We are upfront about the fact that we don't know what we're doing Saturday night because, frankly, we don't know what we’re doing an hour from now.
We are consistent with our endeavors, and this can often lead to eventful, unplanned evenings.
We get our energy from the unknown. We are excited by not expecting what is going to happen to us next.
Anti-planners hate being let down, just like any other person.
We drown ourselves in "Game of Thrones" binges and half-baked ice cream when our Hinge date cancels an hour before.
We feel disappointed when our best friend gets the stomach flu Friday night and we were supposed to go on a Grouper.
We know what it feels to be let down, and we don't mean to let you down when you try to make plans weeks in advance with us.
We just don't work that way, and we don't want to think that far into the future.

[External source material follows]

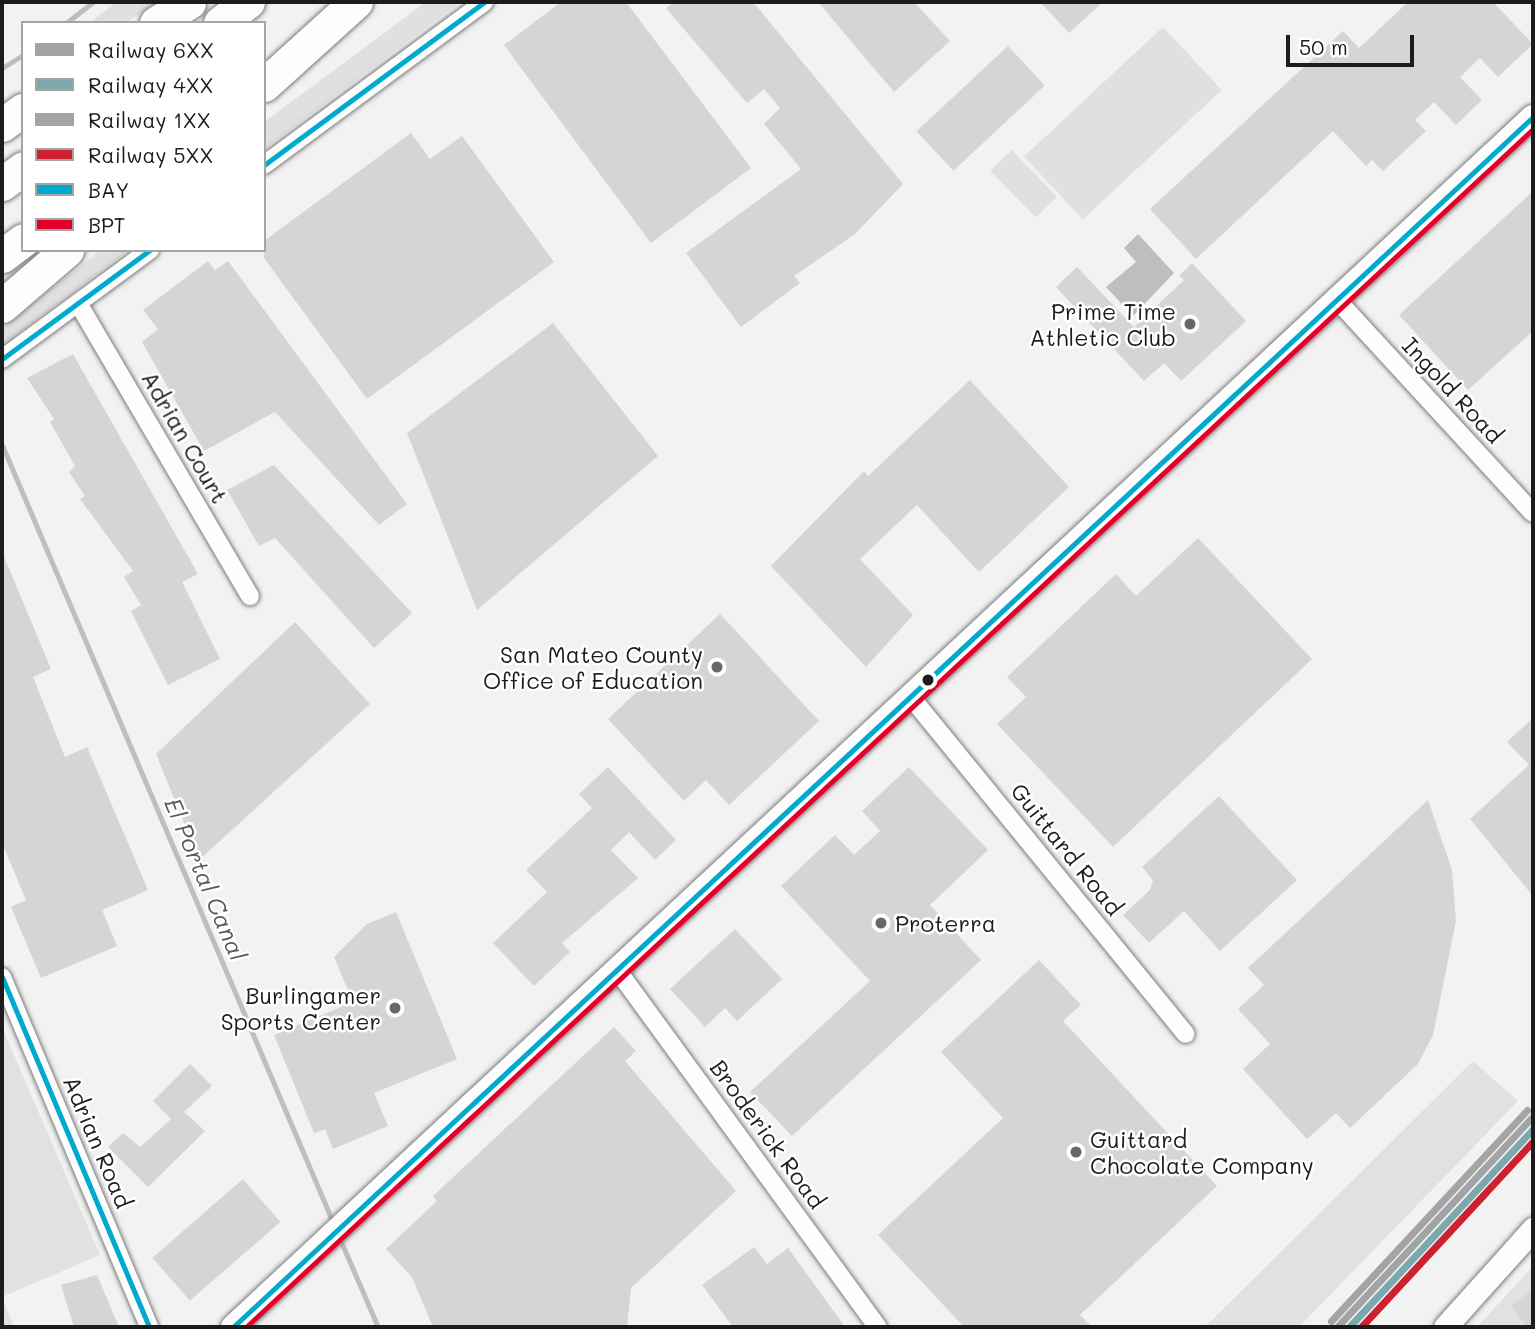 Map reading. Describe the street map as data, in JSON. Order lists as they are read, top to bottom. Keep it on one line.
{"streets":{"street":["Ingold Road","Adrian Court","Guittard Road","Broderick Road","Adrian Road"]},"water":["El Portal Canal"],"places":["Prime Time Athletic Club","San Mateo County Office of Education","Proterra","Burlingamer Sports Center","Guittard Chocolate Company"],"lines":["transit line BAY","transit line BPT","rail line 1XX","rail line 6XX","rail line 4XX","rail line 5XX"],"legend":["Railway 6XX","Railway 4XX","Railway 1XX","Railway 5XX","BAY","BPT"],"scale_bar":"50 m"}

In our minds, planning can lead to expectations and, ultimately, disappointment. By simply not planning, we can avoid this feeling.
Don't get me wrong; we plan some things, of course. Some restaurants call for reservations weeks in advance; sometimes, we need to book a holiday months before, and save the dates for weddings are proudly placed on our fridge doors.
It’s just that we prefer not to plan when it's not necessary.
We understand life requires planning at times, and to avoid planning all together is childish and unrealistic.
It is in moments of flexibility we prefer to be open, unlocked from the day-to-day routines we all face due to 9-to-5 jobs.
Sometimes, having nothing on the agenda can lead to the busiest days.
Anti-planners are carefree, ready for an adventure. We are the people who are enthralled by the idea of walking into the airport with no destination in mind, and picking a city in the moment to go to for two weeks.
We are the people who would rather stumble upon a random dive bar on the Lower East Side than play dress up and make reservations for a stuffy restaurant.
It is in these spontaneous moments that some of the best memories are created.
By being the anti-planner, I've definitely given my mother a headache, stressed out my Type-A sister and friends, but the benefits outweigh these small infractions.
It is by being the anti-planner I was able to celebrate my 23rd birthday in London by booking a plane ticket the day before.
By canceling dinner reservations and going to a random street fair, I was able to get a date. By not planning, I am not disappointed.
I don't set expectations for myself to be let down. Some may say this is unrealistic, but I've done it for the past 23 years.
Do I plan? Of course I do; my job depends on it. (I’m a teacher.) Should I plan my social life a bit more?
Sure, but for right now, I love not knowing what I am doing after work today or this weekend.
It gives me a thrill to know anything can happen.
I could end up in a foreign country in a blink of an eye, I could meet someone who could change my life, or I may find a new favorite spot in the city, all because I live my life one moment at a time.